» Assigned task
Scan the records for the string "nodes" and copy every line that holds it.
---*---
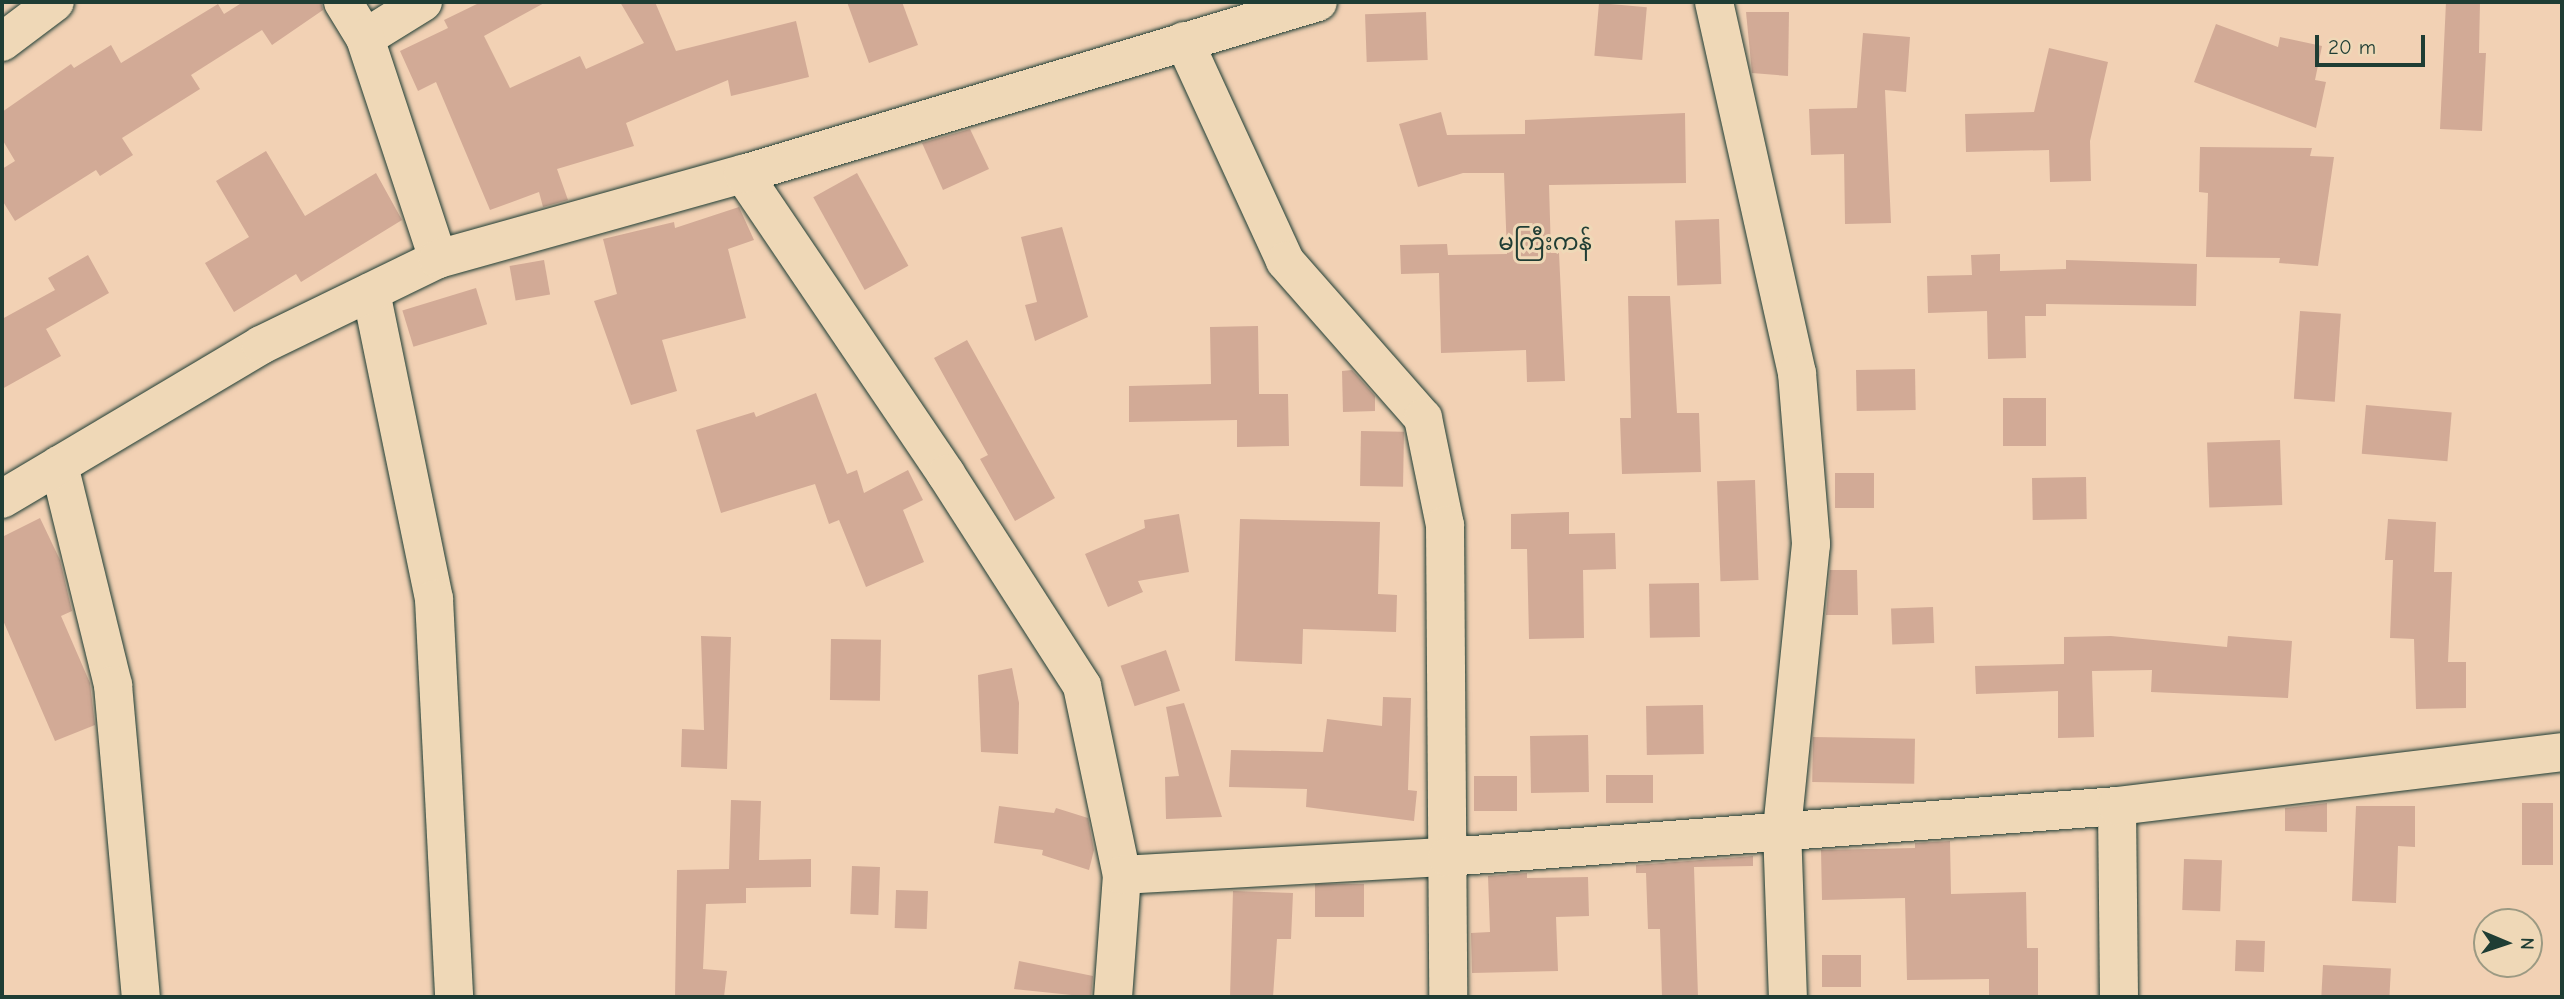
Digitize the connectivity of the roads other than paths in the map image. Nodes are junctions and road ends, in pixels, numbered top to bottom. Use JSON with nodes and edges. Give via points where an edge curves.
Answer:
{"nodes":[{"id":1,"x":55,"y":2,"type":"edge"},
{"id":2,"x":343,"y":2,"type":"edge"},
{"id":3,"x":423,"y":2,"type":"edge"},
{"id":4,"x":1318,"y":2,"type":"edge"},
{"id":5,"x":1714,"y":2,"type":"edge"},
{"id":6,"x":365,"y":38,"type":"junction"},
{"id":7,"x":1184,"y":41,"type":"junction"},
{"id":8,"x":2,"y":43,"type":"edge"},
{"id":9,"x":743,"y":174,"type":"junction"},
{"id":10,"x":438,"y":259,"type":"junction"},
{"id":11,"x":371,"y":292,"type":"junction"},
{"id":12,"x":59,"y":465,"type":"junction"},
{"id":13,"x":2,"y":499,"type":"edge"},
{"id":14,"x":2562,"y":752,"type":"edge"},
{"id":15,"x":2117,"y":806,"type":"junction"},
{"id":16,"x":1782,"y":828,"type":"junction"},
{"id":17,"x":1447,"y":857,"type":"junction"},
{"id":18,"x":1122,"y":875,"type":"junction"},
{"id":19,"x":141,"y":997,"type":"edge"},
{"id":20,"x":454,"y":997,"type":"edge"},
{"id":21,"x":1113,"y":997,"type":"edge"},
{"id":22,"x":1448,"y":997,"type":"edge"},
{"id":23,"x":1788,"y":997,"type":"edge"},
{"id":24,"x":2119,"y":997,"type":"edge"}],
"edges":[{"from":1,"to":8,"type":"street"},
{"from":2,"to":6,"type":"street"},
{"from":3,"to":6,"type":"street"},
{"from":4,"to":7,"type":"street"},
{"from":5,"to":16,"type":"street","via":[[1797,373],[1811,544]]},
{"from":6,"to":10,"type":"street"},
{"from":7,"to":9,"type":"street"},
{"from":7,"to":17,"type":"street","via":[[1284,261],[1423,418],[1445,525]]},
{"from":9,"to":10,"type":"street"},
{"from":9,"to":18,"type":"street","via":[[946,474],[1082,686]]},
{"from":10,"to":11,"type":"street"},
{"from":11,"to":12,"type":"street","via":[[261,345]]},
{"from":11,"to":20,"type":"street","via":[[434,599]]},
{"from":12,"to":13,"type":"street"},
{"from":12,"to":19,"type":"street","via":[[113,685]]},
{"from":14,"to":15,"type":"street"},
{"from":15,"to":16,"type":"street"},
{"from":15,"to":24,"type":"street"},
{"from":16,"to":17,"type":"street"},
{"from":16,"to":23,"type":"street"},
{"from":17,"to":18,"type":"street"},
{"from":17,"to":22,"type":"street"},
{"from":18,"to":21,"type":"street"}]}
---*---
» Written reply
Digitize the connectivity of the roads other than paths in the map image. Nodes are junctions and road ends, in pixels, numbered top to bottom. Use JSON with nodes and edges. Give via points where an edge curves.
{"nodes":[{"id":1,"x":55,"y":2,"type":"edge"},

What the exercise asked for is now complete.